* Exercise prompt
The response should be exactly the number of lines in the material below that contain the word "Birkenstraße".

* Data
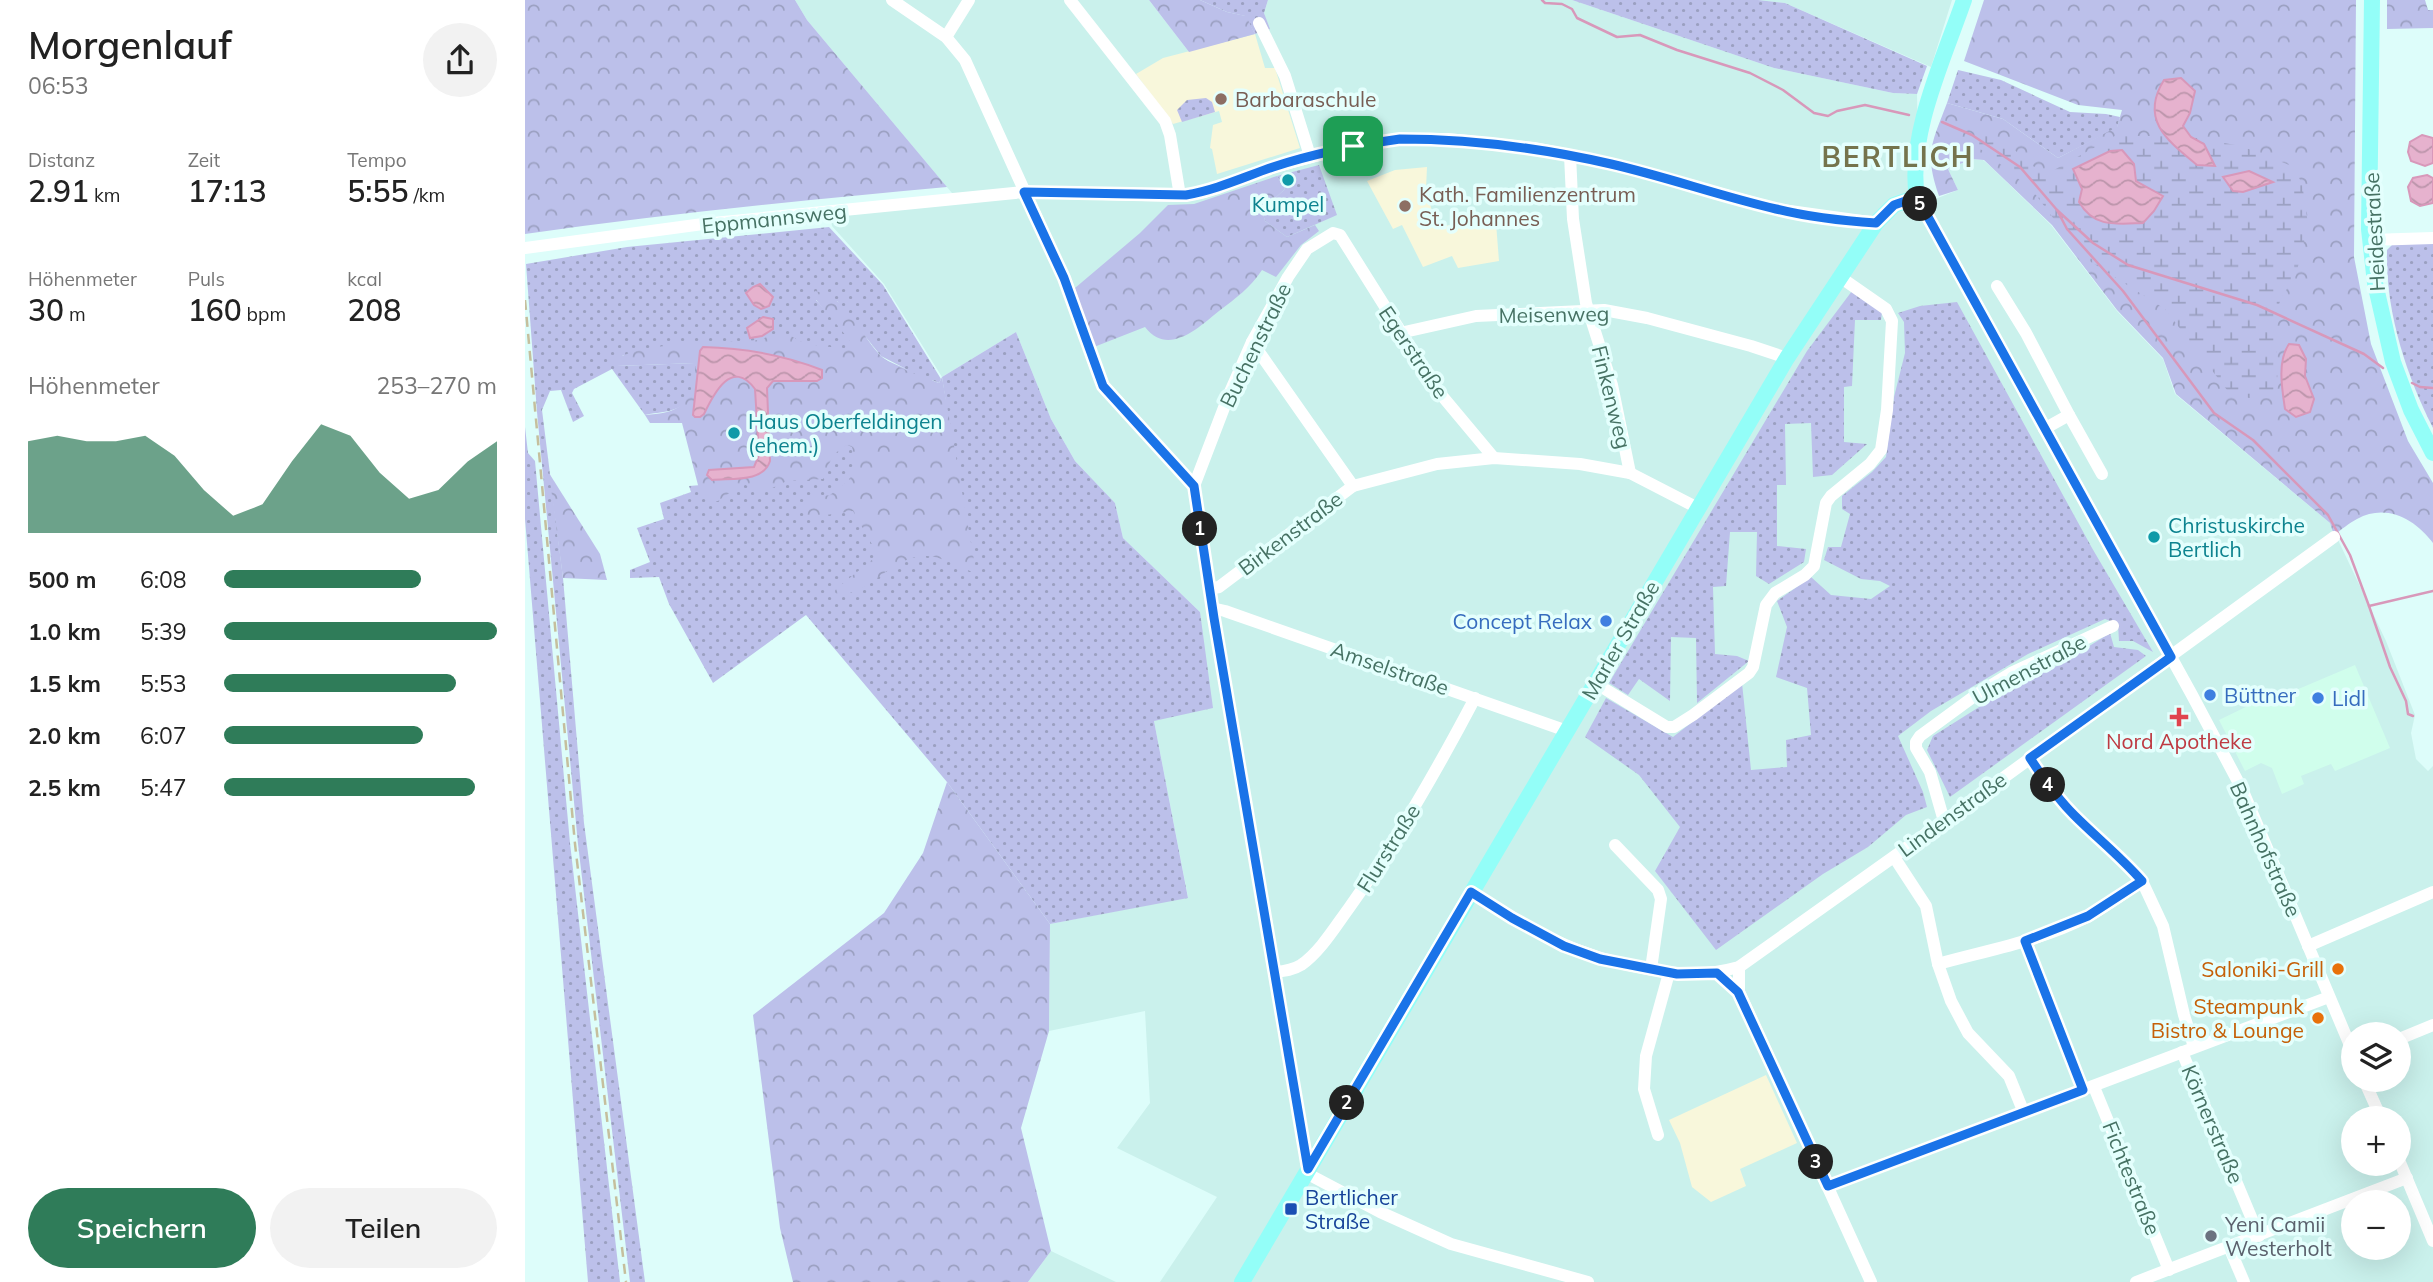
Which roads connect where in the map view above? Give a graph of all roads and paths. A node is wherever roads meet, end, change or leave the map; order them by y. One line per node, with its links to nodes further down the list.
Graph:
1 (892, 0): 7 (street)
2 (969, 0): 7 (street)
3 (1070, 0): 11 (street)
4 (1964, 0): 12 (main road)
5 (2372, 0): 16 (main road, Heidestraße)
6 (1259, 23): 9 (street)
7 (946, 37): 10 (street)
8 (1570, 155): 9 (street, Eppmannsweg); 13 (street, Eppmannsweg); 20 (street, Finkenweg)
9 (1310, 156): 11 (street, Eppmannsweg)
10 (1024, 192): 11 (street, Eppmannsweg); 17 (street, Eppmannsweg); 30 (street)
11 (1180, 196)
12 (1917, 197): 13 (main road, Marler Straße); 25 (street, Bahnhofstraße)
13 (1876, 223): 18 (main road, Marler Straße)
14 (2433, 238): 16 (street)
15 (1343, 240): 21 (street, Egerstraße); 22 (street, Buchenstraße)
16 (2370, 240): 26 (main road, Heidestraße)
17 (525, 248)
18 (1840, 277): 23 (main road, Marler Straße); 38 (street)
19 (1997, 286): 24 (street)
20 (1589, 311): 21 (street, Meisenweg); 23 (street, Meisenweg); 28 (street, Finkenweg)
21 (1401, 332): 27 (street, Egerstraße)
22 (1252, 342): 30 (street, Buchenstraße); 31 (street)
23 (1787, 358): 32 (main road, Marler Straße)
24 (2069, 415): 25 (street); 29 (street)
25 (2044, 429): 37 (street, Bahnhofstraße)
26 (2433, 453)
27 (1494, 458): 28 (street, Birkenstraße); 31 (street, Birkenstraße)
28 (1630, 473): 32 (street, Birkenstraße)
29 (2102, 474)
30 (1194, 486): 34 (street)
31 (1353, 486): 34 (street, Birkenstraße)
32 (1698, 508): 38 (main road, Marler Straße)
33 (2334, 537): 37 (street, Lindenstraße)
34 (1209, 589): 35 (street)
35 (1212, 608): 39 (street, Amselstraße); 53 (street)
36 (2113, 626): 42 (street, Ulmenstraße)
37 (2171, 657): 41 (street, Lindenstraße); 49 (street, Bahnhofstraße)
38 (1595, 683): 40 (main road, Marler Straße)
39 (1475, 698): 40 (street, Amselstraße); 53 (street, Flurstraße)
40 (1567, 731): 46 (main road, Marler Straße)
41 (2030, 758): 42 (street, Lindenstraße); 45 (street, Körnerstraße)
42 (1944, 821): 44 (street, Lindenstraße)
43 (1615, 845): 52 (street)
44 (1893, 857): 50 (street); 51 (street, Lindenstraße)
45 (2142, 881): 48 (street); 61 (street, Körnerstraße)
46 (1471, 892): 52 (street); 65 (main road, Marler Straße)
47 (2433, 892): 49 (street)
48 (2025, 941): 50 (street); 62 (street, Fichtestraße)
49 (2308, 946): 57 (street, Bahnhofstraße)
50 (1938, 964): 63 (street)
51 (1739, 967): 55 (street); 56 (street)
52 (1651, 969): 54 (street)
53 (1275, 972): 65 (street)
54 (1669, 973): 55 (street); 64 (street)
55 (1717, 973): 56 (street)
56 (1738, 992): 67 (street)
57 (2329, 997): 58 (street, Bahnhofstraße); 61 (street)
58 (2341, 1025)
59 (2433, 1025): 60 (street)
60 (2411, 1034)
61 (2188, 1050): 62 (street); 68 (street, Körnerstraße)
62 (2088, 1088): 63 (street); 71 (street, Fichtestraße)
63 (2024, 1113): 67 (street)
64 (1658, 1135)
65 (1307, 1171): 72 (main road, Marler Straße); 73 (street)
66 (2407, 1178): 68 (street); 69 (street)
67 (1828, 1186): 74 (street)
68 (2259, 1236): 70 (street)
69 (2433, 1241)
70 (2229, 1247): 71 (street); 76 (street)
71 (2169, 1270): 75 (street)
72 (1242, 1282)
73 (1588, 1282)
74 (1871, 1282)
75 (2136, 1282)
76 (2244, 1282)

* Response to the task
3